▶ **Problem details**:
Reproduce the first line of the entries that follow and each later line, word for word, ending with the one containing "middle pip: (505, 382)".

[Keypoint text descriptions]
^^^^^^^^^^^^^^^^

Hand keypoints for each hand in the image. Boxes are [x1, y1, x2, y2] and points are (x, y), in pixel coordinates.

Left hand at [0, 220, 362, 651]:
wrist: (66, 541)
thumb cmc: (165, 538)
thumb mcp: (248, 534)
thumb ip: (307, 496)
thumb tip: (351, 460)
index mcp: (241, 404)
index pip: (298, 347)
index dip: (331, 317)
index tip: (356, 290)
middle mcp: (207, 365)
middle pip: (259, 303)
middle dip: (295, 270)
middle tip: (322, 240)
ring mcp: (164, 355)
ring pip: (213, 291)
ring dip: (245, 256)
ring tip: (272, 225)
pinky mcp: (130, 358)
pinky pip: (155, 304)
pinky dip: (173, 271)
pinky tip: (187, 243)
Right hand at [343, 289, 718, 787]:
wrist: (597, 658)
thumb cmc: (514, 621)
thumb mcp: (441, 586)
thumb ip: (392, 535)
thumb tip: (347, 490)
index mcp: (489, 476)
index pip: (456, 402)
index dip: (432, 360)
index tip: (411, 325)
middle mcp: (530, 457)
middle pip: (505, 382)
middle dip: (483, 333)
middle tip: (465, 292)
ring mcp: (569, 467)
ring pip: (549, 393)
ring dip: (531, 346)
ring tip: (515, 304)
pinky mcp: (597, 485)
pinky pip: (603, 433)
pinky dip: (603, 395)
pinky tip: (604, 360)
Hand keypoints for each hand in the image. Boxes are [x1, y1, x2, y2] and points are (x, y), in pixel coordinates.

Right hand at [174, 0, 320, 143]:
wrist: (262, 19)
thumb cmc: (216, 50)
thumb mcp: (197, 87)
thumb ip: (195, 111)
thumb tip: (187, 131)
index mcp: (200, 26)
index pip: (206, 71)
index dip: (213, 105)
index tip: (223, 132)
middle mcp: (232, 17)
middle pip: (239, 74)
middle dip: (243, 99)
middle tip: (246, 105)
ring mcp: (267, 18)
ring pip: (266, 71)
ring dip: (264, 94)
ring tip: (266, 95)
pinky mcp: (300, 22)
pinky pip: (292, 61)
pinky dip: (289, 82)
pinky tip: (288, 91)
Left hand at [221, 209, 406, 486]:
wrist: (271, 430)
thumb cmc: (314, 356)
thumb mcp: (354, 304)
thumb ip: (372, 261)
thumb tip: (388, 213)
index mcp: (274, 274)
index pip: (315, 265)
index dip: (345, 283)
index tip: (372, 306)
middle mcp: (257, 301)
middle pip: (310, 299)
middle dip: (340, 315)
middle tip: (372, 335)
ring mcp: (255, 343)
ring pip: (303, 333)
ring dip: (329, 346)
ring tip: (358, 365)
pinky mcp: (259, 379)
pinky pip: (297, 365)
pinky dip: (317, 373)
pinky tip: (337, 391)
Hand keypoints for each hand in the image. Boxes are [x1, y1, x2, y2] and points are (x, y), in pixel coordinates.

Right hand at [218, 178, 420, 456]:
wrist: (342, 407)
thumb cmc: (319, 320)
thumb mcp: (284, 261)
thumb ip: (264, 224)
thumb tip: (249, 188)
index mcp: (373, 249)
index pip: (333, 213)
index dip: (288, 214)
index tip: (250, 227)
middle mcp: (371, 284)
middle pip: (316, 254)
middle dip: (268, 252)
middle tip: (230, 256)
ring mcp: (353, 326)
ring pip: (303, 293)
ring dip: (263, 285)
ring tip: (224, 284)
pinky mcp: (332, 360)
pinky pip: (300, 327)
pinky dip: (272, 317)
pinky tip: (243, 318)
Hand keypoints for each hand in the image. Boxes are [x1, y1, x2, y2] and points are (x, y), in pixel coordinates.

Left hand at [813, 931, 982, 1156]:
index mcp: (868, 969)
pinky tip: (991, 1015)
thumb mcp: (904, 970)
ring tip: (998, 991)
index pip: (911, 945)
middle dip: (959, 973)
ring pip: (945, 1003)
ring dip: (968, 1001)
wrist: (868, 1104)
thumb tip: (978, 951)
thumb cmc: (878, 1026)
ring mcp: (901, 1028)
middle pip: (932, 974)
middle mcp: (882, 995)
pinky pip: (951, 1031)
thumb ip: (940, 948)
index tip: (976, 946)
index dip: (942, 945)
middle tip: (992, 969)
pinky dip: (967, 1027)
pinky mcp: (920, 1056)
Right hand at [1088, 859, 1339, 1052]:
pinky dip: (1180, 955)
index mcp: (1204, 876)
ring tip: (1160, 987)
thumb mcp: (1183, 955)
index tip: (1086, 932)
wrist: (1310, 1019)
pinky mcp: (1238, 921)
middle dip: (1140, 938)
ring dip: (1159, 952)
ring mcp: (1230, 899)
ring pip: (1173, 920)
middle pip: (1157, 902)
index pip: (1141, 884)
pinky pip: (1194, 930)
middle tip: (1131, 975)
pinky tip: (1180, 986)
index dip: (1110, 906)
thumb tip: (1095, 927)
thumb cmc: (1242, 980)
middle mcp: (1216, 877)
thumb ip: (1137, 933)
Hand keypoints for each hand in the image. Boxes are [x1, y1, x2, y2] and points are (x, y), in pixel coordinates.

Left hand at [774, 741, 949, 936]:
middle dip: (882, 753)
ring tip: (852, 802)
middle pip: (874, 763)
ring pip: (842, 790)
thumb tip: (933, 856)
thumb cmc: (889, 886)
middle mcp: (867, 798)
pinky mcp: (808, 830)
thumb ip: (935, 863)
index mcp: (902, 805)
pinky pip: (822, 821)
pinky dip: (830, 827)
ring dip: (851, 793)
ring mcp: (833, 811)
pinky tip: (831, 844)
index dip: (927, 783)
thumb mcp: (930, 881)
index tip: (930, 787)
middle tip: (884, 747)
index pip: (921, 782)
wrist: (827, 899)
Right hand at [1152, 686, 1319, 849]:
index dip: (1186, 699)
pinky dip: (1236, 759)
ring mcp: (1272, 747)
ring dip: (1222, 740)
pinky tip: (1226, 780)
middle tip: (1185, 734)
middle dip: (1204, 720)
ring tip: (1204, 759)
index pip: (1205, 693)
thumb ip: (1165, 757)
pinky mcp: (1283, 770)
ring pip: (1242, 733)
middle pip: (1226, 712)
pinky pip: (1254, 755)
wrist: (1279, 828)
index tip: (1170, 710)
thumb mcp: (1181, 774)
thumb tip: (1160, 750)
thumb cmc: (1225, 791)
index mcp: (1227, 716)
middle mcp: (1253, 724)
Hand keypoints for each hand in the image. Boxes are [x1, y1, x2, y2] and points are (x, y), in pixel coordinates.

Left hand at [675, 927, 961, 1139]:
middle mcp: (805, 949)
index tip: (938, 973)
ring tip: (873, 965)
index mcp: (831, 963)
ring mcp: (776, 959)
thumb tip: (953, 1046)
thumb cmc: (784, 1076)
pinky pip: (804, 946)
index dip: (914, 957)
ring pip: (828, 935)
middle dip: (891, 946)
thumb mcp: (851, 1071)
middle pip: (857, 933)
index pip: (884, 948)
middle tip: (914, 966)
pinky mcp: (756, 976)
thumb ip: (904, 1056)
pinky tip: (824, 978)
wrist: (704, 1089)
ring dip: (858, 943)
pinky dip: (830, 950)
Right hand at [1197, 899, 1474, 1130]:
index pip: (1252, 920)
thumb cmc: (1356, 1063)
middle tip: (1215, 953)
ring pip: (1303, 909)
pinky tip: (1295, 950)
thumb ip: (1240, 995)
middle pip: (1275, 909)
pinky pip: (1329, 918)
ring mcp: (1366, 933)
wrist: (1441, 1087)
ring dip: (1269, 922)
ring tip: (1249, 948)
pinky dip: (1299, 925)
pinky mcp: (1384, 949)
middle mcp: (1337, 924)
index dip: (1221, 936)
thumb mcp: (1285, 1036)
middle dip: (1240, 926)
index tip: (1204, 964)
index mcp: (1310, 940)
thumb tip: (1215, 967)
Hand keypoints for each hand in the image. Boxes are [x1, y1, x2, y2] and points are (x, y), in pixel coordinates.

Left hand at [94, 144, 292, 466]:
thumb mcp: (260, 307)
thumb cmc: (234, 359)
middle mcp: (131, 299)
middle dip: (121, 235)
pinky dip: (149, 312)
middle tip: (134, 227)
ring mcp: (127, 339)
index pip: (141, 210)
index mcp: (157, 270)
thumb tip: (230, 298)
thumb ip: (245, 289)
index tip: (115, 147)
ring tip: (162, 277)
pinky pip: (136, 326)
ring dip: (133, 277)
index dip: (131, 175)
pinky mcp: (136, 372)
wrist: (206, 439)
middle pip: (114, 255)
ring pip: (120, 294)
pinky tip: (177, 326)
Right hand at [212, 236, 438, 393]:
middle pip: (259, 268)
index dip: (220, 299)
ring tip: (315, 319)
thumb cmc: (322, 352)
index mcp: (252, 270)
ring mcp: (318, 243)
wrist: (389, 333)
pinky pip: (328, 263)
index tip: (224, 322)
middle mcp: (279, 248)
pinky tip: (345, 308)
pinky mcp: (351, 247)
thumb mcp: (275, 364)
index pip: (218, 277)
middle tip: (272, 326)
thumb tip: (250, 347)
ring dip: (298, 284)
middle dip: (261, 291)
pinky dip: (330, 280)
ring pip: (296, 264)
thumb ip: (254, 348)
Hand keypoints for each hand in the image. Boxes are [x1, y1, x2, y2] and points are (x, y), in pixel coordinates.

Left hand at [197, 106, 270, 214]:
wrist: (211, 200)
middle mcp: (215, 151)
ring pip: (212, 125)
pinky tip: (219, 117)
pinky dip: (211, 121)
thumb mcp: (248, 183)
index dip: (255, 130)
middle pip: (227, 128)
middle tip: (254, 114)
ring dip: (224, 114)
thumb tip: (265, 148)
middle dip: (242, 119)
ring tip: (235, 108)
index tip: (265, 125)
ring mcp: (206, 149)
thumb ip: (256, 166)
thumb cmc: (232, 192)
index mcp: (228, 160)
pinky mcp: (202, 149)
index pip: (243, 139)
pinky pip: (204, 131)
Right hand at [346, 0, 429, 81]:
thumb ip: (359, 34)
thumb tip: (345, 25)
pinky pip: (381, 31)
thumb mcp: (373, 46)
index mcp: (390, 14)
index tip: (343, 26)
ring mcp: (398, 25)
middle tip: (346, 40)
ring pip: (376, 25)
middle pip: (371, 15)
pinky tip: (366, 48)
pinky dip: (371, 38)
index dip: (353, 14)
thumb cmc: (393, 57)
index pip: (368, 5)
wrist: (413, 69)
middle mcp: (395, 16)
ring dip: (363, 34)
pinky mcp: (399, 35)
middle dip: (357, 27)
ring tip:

^^^^^^^^^^^^^^^^

▶ **Written answer**:
Hand keypoints for each hand in the image. Boxes are [x1, y1, x2, y2] and points are (x, y), in pixel coordinates.

Left hand at [0, 220, 362, 651]:
wrist: (66, 541)
thumb cmc: (165, 538)
thumb mcp: (248, 534)
thumb ip: (307, 496)
thumb tip: (351, 460)
index mcp: (241, 404)
index pip: (298, 347)
index dip: (331, 317)
index tip: (356, 290)
middle mcp: (207, 365)
middle pip: (259, 303)
middle dip: (295, 270)
middle tip: (322, 240)
ring mcp: (164, 355)
ring pip: (213, 291)
ring dip: (245, 256)
ring tip: (272, 225)
pinky mcp: (130, 358)
pinky pip: (155, 304)
pinky dip: (173, 271)
pinky tip: (187, 243)
Right hand at [343, 289, 718, 787]:
wrist: (597, 658)
thumb cmc: (514, 621)
thumb mcp: (441, 586)
thumb ip: (392, 535)
thumb tip: (347, 490)
index mcp: (489, 476)
index pip: (456, 402)
index dip: (432, 360)
index tip: (411, 325)
middle mcp: (530, 457)
middle pip: (505, 382)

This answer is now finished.